2. The Democratic Republic of the Congo
There is perhaps no other country with an economic system more dysfunctional than that of the Democratic Republic of the Congo (DRC). Decades of strife and runaway militias have depleted these resources and limited the ability of the public to profit from them.
Located in the Great Lakes region of Africa, Burundi has a history checkered with ethnic strife and military coups that have consistently derailed its long-term prospects for development. According to IMF data, well over 80% of the country’s population lives under the poverty line. Political unrest has once again rocked the country throughout 2015, despite the progress made over the past few years.
The economy of Liberia was ravaged by the Ebola epidemic. However, even before this, the Liberian economy has depended heavily on foreign aid. Although Liberia used to rely strongly on agricultural products, the price of some of these products has decreased over time, making it harder to achieve a profit.
Niger is the largest country in West Africa, most of its territory is covered by the Sahara Desert, limiting the economic activities which the country’s populace can engage in.
Moreover, the country is completely landlocked and very resource poor. Even the 20% of the country not covered by the desert experiences periodic draughts, climate change is amplifying the effects of the combined threats of desertification of arable land and salinization of drinking water.
With well over 85% of the country’s population of 16 million people living in rural areas and dependent on subsistence farming, the country’s economy is fragile and very dependent on foreign aid.
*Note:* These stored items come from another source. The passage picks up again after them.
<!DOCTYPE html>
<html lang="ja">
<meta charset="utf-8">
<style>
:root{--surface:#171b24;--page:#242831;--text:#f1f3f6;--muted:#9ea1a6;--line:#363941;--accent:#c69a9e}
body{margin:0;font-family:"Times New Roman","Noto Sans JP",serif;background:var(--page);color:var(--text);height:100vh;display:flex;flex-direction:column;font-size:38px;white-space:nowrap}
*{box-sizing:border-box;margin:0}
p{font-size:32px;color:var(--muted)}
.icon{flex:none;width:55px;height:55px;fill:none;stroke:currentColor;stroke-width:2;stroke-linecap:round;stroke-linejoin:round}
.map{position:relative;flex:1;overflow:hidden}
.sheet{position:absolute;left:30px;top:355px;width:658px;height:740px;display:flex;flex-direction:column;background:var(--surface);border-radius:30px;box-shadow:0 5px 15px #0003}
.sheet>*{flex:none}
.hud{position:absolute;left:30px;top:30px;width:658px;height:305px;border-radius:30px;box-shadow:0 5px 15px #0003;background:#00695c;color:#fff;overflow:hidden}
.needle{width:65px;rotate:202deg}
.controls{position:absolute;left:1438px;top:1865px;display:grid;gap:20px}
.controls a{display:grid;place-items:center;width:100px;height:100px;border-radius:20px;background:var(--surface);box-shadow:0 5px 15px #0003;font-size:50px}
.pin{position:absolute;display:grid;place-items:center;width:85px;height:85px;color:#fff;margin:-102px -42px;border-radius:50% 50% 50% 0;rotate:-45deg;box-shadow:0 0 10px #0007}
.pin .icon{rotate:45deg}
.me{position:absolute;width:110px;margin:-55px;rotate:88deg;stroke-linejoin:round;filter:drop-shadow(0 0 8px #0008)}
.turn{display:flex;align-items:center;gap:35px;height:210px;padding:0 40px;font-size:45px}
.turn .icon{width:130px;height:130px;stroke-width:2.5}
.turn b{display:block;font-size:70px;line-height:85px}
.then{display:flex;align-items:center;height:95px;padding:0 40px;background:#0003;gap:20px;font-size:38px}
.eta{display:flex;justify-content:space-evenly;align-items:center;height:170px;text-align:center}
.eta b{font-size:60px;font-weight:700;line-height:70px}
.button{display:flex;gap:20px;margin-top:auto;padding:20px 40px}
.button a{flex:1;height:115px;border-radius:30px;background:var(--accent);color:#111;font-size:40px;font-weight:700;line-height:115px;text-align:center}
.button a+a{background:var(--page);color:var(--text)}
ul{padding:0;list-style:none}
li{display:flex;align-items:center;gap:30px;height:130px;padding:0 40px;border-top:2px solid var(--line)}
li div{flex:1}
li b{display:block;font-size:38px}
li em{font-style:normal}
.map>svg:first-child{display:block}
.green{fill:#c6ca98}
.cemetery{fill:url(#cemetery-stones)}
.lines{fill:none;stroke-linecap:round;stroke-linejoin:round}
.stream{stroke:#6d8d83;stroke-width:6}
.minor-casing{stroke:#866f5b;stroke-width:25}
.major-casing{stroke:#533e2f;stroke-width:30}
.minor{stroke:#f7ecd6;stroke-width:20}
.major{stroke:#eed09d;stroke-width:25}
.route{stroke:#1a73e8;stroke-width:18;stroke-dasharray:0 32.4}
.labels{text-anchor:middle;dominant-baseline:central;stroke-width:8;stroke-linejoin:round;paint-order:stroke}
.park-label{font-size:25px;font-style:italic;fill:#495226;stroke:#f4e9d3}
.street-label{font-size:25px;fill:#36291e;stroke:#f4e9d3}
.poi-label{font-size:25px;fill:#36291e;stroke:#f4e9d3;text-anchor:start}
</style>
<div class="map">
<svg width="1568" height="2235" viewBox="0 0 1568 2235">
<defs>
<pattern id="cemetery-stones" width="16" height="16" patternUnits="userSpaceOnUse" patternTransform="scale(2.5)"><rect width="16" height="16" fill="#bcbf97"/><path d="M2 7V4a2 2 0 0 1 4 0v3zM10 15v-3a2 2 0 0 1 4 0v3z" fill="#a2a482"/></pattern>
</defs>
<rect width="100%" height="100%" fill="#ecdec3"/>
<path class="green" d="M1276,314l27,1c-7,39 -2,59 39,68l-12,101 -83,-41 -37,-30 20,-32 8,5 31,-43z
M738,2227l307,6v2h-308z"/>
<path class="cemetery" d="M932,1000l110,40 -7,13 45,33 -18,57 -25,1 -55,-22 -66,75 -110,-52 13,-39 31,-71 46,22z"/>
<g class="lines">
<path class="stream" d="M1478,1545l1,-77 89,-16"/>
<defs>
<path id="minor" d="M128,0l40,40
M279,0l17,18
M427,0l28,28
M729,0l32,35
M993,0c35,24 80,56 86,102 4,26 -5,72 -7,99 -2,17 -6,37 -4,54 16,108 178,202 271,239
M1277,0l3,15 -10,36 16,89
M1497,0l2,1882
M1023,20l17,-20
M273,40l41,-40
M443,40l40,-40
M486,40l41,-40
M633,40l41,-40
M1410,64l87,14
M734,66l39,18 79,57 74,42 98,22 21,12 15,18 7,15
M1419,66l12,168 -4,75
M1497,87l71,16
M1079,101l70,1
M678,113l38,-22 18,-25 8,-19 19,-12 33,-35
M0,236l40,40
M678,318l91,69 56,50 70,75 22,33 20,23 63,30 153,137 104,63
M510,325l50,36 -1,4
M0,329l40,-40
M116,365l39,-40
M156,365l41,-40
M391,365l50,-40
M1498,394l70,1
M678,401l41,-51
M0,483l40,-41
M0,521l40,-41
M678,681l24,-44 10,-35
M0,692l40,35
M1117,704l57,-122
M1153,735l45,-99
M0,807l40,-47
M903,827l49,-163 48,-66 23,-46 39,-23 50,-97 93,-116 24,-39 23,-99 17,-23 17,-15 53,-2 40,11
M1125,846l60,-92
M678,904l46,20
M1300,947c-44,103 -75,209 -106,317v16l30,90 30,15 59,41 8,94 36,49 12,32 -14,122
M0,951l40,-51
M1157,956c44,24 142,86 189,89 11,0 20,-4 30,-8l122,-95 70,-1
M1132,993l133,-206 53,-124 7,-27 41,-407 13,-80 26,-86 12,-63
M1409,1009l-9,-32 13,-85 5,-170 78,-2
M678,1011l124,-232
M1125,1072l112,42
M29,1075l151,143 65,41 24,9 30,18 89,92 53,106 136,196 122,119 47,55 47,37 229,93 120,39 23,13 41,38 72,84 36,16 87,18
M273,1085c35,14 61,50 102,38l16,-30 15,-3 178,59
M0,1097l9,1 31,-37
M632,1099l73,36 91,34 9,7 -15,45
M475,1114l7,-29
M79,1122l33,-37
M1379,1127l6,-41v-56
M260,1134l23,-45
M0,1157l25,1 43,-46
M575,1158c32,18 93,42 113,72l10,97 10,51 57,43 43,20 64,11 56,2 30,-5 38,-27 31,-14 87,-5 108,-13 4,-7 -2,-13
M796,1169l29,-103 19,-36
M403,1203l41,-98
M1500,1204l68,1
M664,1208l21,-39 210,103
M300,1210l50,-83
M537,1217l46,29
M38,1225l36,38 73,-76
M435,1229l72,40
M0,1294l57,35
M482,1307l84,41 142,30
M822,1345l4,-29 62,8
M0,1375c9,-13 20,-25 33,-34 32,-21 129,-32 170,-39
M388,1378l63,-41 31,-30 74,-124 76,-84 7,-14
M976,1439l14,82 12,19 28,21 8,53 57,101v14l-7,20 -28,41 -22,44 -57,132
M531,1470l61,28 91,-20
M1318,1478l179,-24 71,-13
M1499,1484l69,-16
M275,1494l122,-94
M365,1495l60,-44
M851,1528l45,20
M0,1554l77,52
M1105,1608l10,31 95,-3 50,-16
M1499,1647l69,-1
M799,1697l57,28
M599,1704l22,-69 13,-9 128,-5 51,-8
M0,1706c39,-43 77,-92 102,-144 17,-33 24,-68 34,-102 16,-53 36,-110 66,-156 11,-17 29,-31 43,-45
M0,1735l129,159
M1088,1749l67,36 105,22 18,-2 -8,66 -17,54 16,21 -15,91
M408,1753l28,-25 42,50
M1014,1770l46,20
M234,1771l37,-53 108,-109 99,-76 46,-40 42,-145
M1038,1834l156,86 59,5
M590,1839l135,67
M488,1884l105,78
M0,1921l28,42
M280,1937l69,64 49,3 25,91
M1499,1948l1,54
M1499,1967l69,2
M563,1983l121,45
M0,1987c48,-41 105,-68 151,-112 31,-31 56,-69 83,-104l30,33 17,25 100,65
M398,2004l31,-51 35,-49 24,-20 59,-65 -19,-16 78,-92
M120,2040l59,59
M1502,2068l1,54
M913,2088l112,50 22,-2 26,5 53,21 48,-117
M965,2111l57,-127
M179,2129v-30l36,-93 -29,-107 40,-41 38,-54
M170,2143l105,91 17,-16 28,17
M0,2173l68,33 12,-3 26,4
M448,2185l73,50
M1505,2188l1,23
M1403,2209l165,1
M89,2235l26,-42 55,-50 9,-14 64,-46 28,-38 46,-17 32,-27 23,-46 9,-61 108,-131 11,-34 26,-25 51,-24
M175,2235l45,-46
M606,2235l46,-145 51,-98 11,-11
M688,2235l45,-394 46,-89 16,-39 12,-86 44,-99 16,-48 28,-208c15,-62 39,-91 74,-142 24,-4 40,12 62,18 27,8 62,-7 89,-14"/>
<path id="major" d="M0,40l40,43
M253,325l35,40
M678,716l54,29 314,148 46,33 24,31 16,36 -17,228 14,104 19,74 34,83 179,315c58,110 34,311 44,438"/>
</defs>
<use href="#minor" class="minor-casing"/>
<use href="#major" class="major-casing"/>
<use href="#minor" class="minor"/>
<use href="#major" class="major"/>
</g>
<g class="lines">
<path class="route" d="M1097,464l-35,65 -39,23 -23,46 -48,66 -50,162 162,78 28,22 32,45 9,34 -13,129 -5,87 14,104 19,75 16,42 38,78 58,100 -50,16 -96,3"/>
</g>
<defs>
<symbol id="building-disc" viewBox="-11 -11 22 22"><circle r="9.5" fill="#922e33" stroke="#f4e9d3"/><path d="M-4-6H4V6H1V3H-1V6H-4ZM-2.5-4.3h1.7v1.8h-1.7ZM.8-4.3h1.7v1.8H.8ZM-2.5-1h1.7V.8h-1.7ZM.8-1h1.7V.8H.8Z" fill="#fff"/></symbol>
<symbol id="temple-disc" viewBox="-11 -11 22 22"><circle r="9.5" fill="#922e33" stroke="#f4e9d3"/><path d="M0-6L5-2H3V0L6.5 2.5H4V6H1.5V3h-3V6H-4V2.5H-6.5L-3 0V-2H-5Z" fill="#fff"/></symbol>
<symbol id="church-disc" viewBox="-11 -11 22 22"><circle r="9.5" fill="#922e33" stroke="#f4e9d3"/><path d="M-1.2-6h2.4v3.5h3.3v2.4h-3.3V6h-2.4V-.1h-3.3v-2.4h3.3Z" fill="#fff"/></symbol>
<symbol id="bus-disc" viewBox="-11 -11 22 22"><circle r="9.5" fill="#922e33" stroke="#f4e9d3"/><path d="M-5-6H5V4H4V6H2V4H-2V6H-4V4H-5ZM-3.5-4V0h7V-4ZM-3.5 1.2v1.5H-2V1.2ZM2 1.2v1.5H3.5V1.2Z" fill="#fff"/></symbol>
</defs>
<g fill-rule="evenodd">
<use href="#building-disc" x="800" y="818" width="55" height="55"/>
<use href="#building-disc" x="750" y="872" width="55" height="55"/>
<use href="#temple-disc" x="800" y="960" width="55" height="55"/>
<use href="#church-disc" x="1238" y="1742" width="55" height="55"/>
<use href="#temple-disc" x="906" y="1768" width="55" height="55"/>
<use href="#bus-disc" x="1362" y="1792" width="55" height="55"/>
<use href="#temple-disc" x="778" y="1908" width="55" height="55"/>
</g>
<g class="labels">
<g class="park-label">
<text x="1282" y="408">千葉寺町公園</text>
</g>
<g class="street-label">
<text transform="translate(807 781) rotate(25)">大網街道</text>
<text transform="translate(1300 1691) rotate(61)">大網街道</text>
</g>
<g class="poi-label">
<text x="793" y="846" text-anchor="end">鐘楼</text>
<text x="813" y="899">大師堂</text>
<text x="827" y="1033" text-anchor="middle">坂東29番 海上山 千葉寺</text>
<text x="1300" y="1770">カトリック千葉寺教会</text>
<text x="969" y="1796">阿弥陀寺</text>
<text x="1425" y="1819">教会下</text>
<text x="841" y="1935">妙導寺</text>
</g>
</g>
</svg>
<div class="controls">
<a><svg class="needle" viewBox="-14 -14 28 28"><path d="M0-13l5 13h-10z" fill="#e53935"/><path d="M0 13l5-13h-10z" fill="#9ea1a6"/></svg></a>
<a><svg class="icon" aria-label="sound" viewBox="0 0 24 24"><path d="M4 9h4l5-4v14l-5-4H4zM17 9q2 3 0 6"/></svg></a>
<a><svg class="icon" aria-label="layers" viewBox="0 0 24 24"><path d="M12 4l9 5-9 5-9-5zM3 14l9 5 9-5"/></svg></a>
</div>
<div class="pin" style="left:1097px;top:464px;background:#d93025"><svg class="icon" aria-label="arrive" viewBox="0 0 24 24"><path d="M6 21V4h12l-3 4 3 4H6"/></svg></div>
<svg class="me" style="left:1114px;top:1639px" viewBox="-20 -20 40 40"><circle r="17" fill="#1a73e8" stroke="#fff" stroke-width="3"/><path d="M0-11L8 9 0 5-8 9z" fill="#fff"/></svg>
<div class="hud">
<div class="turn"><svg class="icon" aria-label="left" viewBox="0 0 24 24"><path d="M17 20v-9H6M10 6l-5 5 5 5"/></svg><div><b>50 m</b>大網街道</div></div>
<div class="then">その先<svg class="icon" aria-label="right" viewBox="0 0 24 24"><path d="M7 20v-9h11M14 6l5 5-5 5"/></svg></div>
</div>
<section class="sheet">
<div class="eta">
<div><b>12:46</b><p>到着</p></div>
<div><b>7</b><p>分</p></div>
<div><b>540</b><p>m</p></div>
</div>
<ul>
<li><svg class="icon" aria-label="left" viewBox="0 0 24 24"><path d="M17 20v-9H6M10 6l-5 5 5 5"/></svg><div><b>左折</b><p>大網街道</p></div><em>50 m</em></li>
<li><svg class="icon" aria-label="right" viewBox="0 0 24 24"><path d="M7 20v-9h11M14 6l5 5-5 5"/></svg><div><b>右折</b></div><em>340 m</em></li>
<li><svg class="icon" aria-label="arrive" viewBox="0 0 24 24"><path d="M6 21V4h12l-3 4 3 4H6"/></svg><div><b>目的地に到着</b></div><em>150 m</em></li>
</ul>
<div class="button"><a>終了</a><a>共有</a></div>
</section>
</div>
In 2013 President Joyce Banda sold the presidential jet and a fleet of 60 luxury cars to feed the poor and grow crops to fight malnutrition. Only to be embroiled in a financial scandal involving looting, theft and corruption within the government, that went public the next month.
In January of 2015, Malawi was in the news for another negative reason, as devastating floods left almost a quarter of a million people homeless and destroyed well over 64,000 hectares of cropland, furthering their economic woes.
Corruption is said to be a massive problem in the country, which hinders the economic success of individual citizens. Much of rural Mozambique lives on less than $1.25 US per day. Unfortunately, due to the lack of access to equipment, many agricultural workers are unable to yield as much as is necessary in order to make a profit. The economic situation in Mozambique is made worse by very poor infrastructure and access to vital services like clean water.
Guinea, although very rich in natural resources, issues such as poor management, corruption, and lack of safe infrastructure all contribute to Guinea’s low per capita GDP of $1,265 USD per year. The provision of vital resources such as electricity and water are also a challenge in the country, which makes running a business very costly. These factors also make foreign investors hesitant about coming to Guinea.
Eritrea, the Horn of Africa, has seen a degree of growth in its economy in recent years.
However, it still ranks among the list of the world’s poorest countries. 80% of the population of Eritrea works in agriculture. A large amount of the country’s GDP is made up of remittance, i.e. money sent to residents from relatives abroad. The Eritrean-Ethiopian War was a major devastator of the Eritrean economy.
Madagascar is unique as being among the only island nations in this list of countries with substantially low levels of economic activity. The economy is largely dependent on agriculture, with chief products being rice, tea, cotton, and dairy. Madagascar has had a bad history of political strife and coups, issues which have had devastating effects on its economic productivity.